Ketorah Joy-Na Jones

Ketorah Joy-Na Jones


Woodbury University Celebrates 55th Annual Student Fashion Show

Architecture was the inspiration for this year’s Woodbury University student fashion show, where graduates were able to take what they spent years learning and display it on the runway.

Anna Leiker, the chair of the Department of Fashion, said architecture was chosen as this year’s theme because designers from both fields of fashion and architecture have drawn from each other for inspiration. “Fashion designers assimilate visual principles from architecture, and architects borrow pleating, weaving and traditional tailored techniques for their styles.”

The event, held May 4 at the Millennium Biltmore Los Angeles in downtown, took on a high-fashion vibe when the university awarded New York fashion designers Mark Badgley and James Mischka its Lifetime Achievement Award.

The two are known for their modern interpretation of 1940s Hollywood glamour with their elegant gowns and sophisticated dresses constructed from luxury fabrics and using intricate details. Recently, the Badgley Mischka label opened a flagship store off the Sunset Strip in West Hollywood, Calif.

“Mark and James joined forces in 1988,” said Sue Vessella, the university’s dean of the School of Media, Culture and Design. “They have endured because they remained true to their own design aesthetic and were passionate about what they are creating.”

On hand to accept the award were the two designers, who spent the afternoon before the show with 40 fashion students, who peppered them with dozens of questions about working in fashion. “We were taken away with how excited, engaging and dynamic these students are,” Badgley said. “There is a tremendous amount of talent and excitement here.”

Then 13 creations by the couture designers were shown on the runway before the student fashion show took place.

For the student fashion show, six seniors and a number of sophomores and juniors filled the catwalk with a variety of styles and fashion interpretations ranging from swimwear and childrenswear to menswear and women’s styles.

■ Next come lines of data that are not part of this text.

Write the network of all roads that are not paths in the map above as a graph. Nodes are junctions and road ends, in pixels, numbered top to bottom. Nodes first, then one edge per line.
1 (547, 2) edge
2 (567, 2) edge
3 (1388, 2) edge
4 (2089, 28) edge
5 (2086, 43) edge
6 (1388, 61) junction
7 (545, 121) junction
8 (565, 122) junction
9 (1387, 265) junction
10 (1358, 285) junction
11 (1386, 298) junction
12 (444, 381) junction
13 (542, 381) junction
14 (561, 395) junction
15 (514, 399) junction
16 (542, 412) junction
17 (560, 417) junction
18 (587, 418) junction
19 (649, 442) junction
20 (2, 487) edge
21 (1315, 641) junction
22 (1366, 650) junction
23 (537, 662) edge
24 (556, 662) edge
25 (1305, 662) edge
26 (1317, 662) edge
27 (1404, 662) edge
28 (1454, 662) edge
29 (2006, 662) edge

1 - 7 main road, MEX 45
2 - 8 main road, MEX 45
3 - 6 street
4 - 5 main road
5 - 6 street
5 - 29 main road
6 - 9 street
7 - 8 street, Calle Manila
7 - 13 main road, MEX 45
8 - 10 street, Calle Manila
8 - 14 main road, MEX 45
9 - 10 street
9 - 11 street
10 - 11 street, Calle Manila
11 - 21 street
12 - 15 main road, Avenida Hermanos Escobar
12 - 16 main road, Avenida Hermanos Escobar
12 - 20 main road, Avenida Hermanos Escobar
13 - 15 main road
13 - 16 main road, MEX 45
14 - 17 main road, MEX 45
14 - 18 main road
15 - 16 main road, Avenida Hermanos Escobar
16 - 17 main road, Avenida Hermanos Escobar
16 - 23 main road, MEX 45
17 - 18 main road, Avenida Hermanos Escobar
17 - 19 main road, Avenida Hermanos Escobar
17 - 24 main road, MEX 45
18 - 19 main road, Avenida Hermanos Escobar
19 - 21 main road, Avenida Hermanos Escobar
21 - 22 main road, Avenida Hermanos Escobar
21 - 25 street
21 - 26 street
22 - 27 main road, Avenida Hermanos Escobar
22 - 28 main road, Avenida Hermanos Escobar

For the senior collection, each student from the university, headquartered in Burbank, Calif., researched and selected the work of a specific architect whose design aesthetic was inspirational.

Amber Luke is a designer specializing in costuming. For her collection, she looked to art nouveau for her style guidance and presented six dragon costumes inspired by the architecture of Victor Horta.

Chelsea Batres took her inspiration from Antoni Gaudí, the famed Spanish architect from Barcelona, Spain, whose collages of broken tiles and intricate projects incorporated influences from nature. She tried to invoke a fun and youthful vibe in her designs.

Joseph Dasalla looked to the clean designs of architects Richard Neutra and Kengo Kuma for his menswear collection of suits and jackets he made for the elegantly dressed man. Geometric shapes accented the pockets and lapels of his jackets and sweaters.

Recycled fabrics made up the majority of Kayla Stiff’s avant-garde designs, which were inspired by Zaha Hadid’s architectural structures.

Also looking to Zaha Hadid for style influence was Ketorah Joy-Na Jones. She said the purpose of her brand was to stand out, which she did with a burgundy satin tulip-shaped gown and other rich designs.

Clothes that can be worn by anyone was the goal of Tina Stephens, who designed gender-neutral silhouettes that incorporated a number of jumpsuits. She drew her inspiration from streetwear styles and Japanese culture.

At the end of the show, Amber Luke was given the Most Innovative Collection Award, and Tina Stephens was presented the award for Professional Performance.